## Aim of the task
Could you copy every line of the data that contains "junction"?
··· Data for the task ···
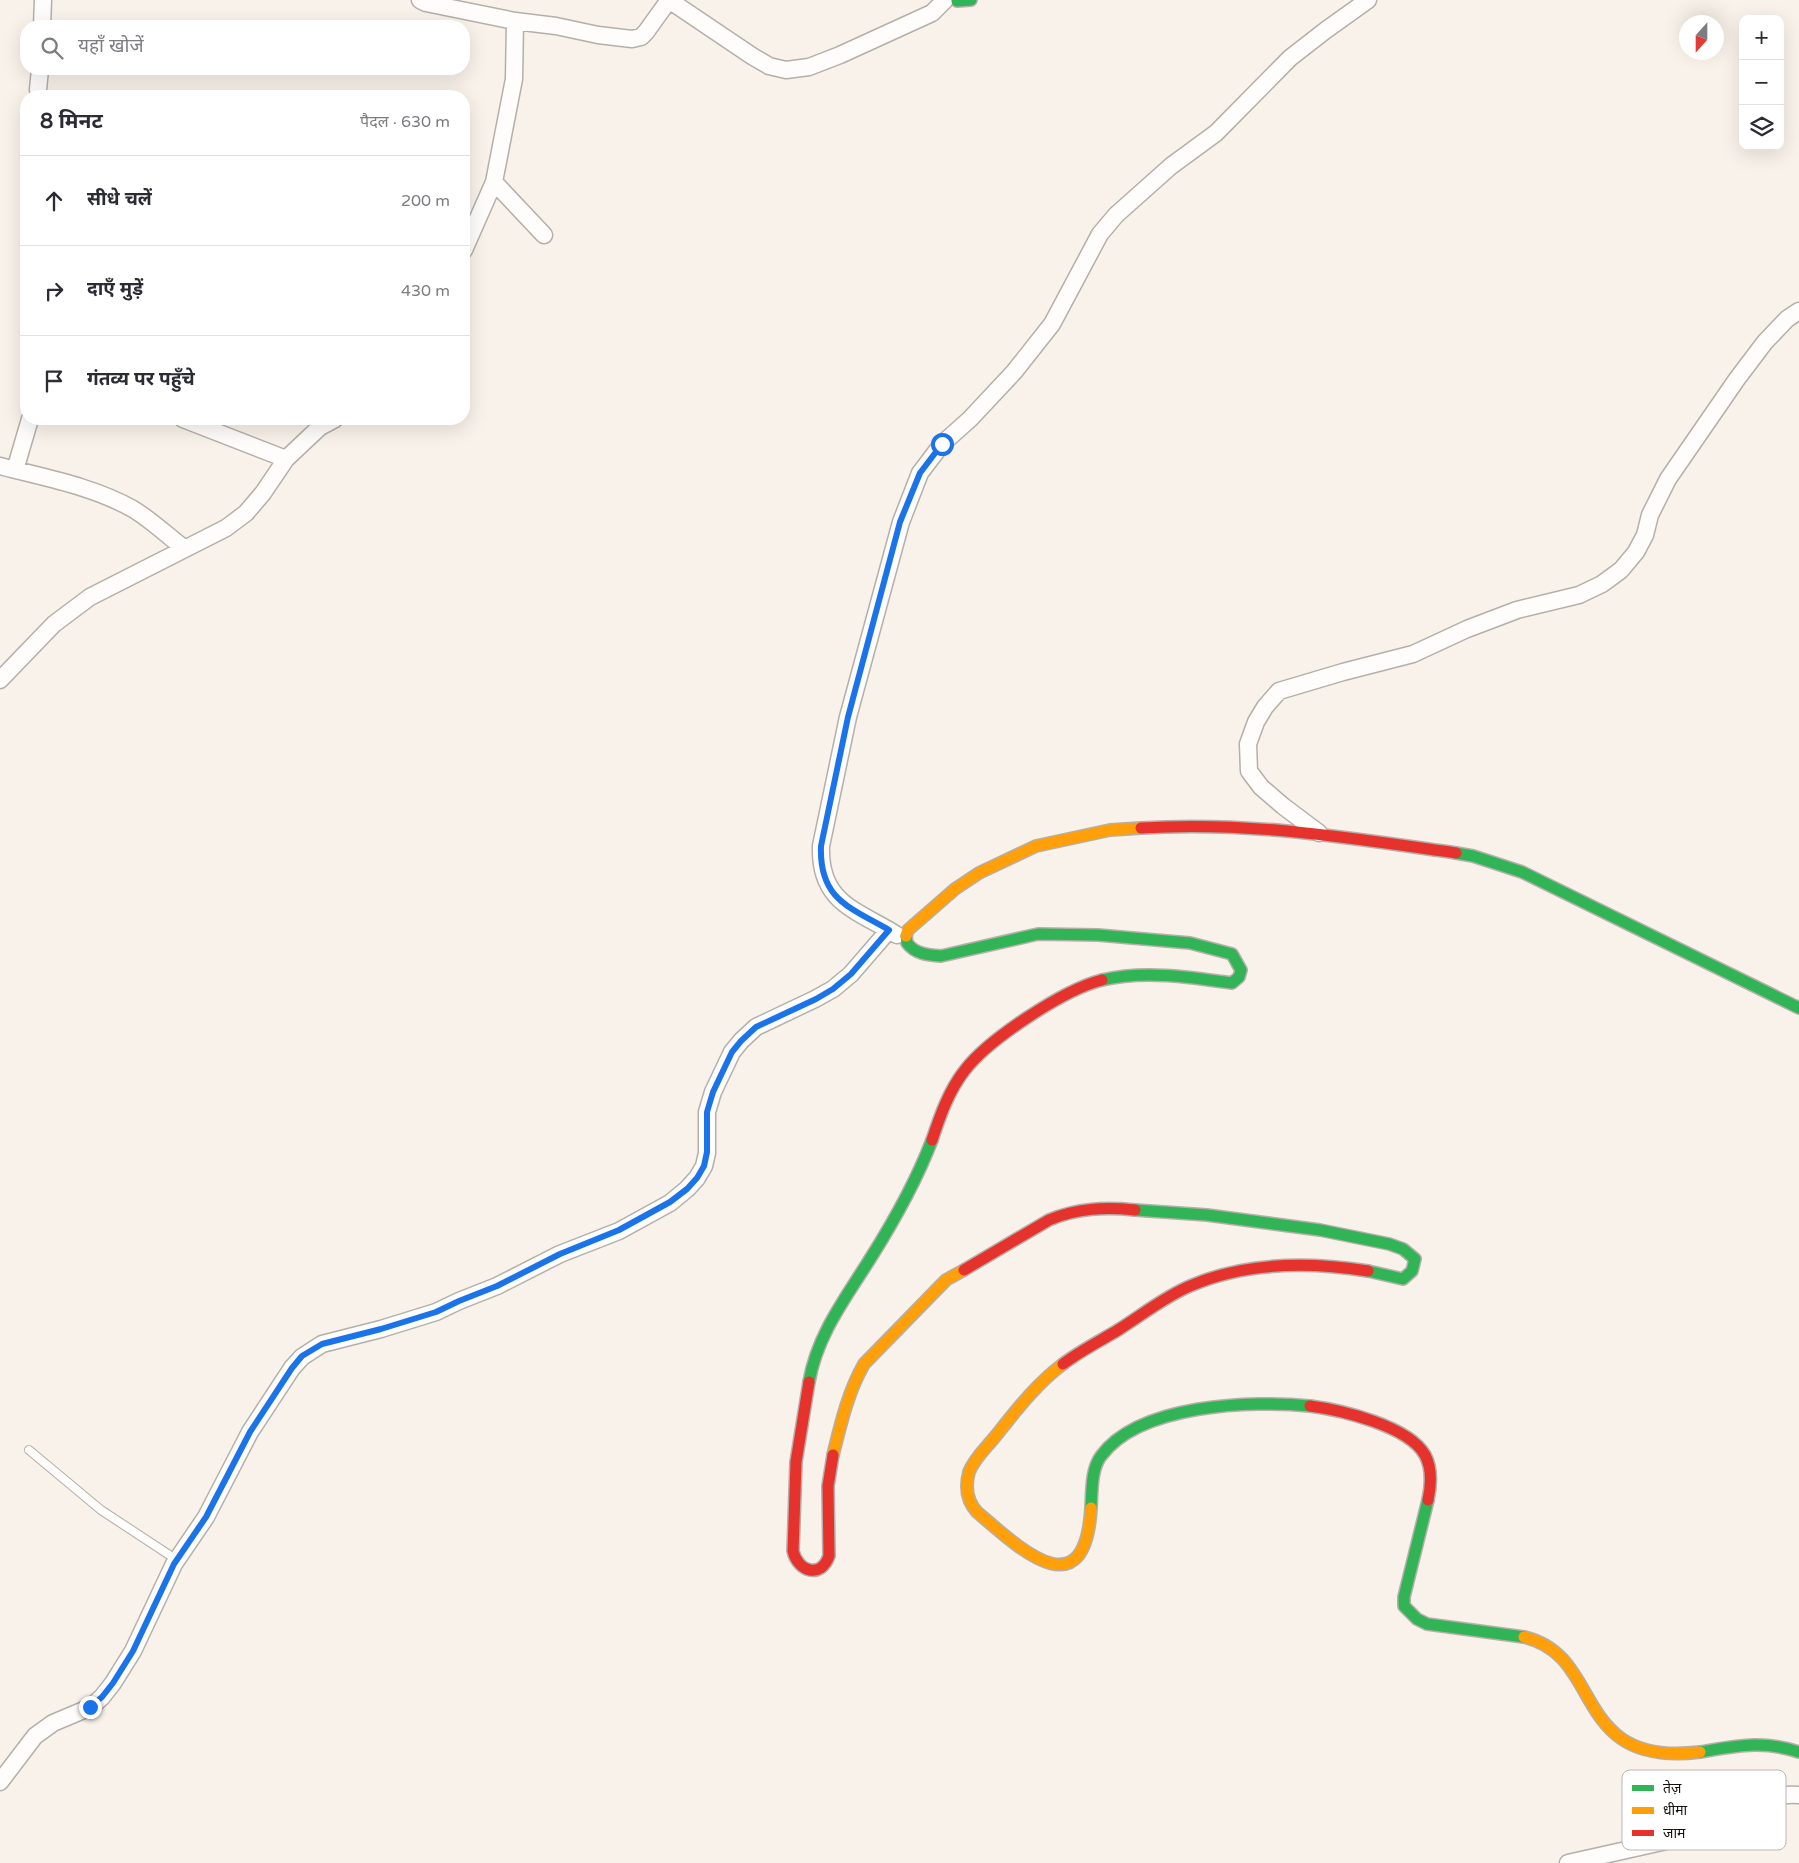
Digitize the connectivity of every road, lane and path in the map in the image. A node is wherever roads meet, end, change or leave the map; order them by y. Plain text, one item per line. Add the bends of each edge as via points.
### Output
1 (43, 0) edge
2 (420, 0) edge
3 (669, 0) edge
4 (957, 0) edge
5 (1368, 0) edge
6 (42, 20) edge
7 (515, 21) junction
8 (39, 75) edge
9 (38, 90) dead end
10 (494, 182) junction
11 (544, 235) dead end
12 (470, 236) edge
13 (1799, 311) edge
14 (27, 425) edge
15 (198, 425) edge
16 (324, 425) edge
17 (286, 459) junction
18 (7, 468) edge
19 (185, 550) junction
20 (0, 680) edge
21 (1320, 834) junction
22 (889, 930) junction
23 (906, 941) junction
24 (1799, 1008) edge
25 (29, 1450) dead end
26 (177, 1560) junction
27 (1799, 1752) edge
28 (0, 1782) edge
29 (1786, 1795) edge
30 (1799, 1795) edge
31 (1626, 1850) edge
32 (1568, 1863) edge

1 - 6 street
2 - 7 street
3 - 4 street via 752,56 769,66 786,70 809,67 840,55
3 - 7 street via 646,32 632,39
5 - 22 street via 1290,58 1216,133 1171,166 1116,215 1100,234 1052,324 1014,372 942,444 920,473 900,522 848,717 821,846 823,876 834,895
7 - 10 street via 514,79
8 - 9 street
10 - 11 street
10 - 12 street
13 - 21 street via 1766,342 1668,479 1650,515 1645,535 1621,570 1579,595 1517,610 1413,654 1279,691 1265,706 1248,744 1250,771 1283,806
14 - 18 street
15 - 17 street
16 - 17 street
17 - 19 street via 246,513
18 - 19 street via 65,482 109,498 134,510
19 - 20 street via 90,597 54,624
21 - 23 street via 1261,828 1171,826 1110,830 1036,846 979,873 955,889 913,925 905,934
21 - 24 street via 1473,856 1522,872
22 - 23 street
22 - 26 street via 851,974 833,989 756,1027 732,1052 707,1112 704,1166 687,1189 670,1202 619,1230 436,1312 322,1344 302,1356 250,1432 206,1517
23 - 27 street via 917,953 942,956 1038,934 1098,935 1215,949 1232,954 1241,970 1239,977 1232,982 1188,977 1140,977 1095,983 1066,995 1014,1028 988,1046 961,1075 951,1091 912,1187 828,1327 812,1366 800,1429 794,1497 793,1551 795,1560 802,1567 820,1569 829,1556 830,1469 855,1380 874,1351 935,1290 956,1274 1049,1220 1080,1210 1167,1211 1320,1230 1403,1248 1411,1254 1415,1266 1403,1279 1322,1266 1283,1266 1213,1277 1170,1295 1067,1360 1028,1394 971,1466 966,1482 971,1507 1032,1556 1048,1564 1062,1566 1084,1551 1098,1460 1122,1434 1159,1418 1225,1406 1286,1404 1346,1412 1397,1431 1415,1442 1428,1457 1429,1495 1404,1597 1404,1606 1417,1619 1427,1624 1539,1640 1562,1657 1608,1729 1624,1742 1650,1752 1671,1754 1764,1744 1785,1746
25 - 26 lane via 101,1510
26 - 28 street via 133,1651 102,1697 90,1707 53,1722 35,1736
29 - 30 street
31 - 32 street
···
## Solution to the problem
7 (515, 21) junction
10 (494, 182) junction
17 (286, 459) junction
19 (185, 550) junction
21 (1320, 834) junction
22 (889, 930) junction
23 (906, 941) junction
26 (177, 1560) junction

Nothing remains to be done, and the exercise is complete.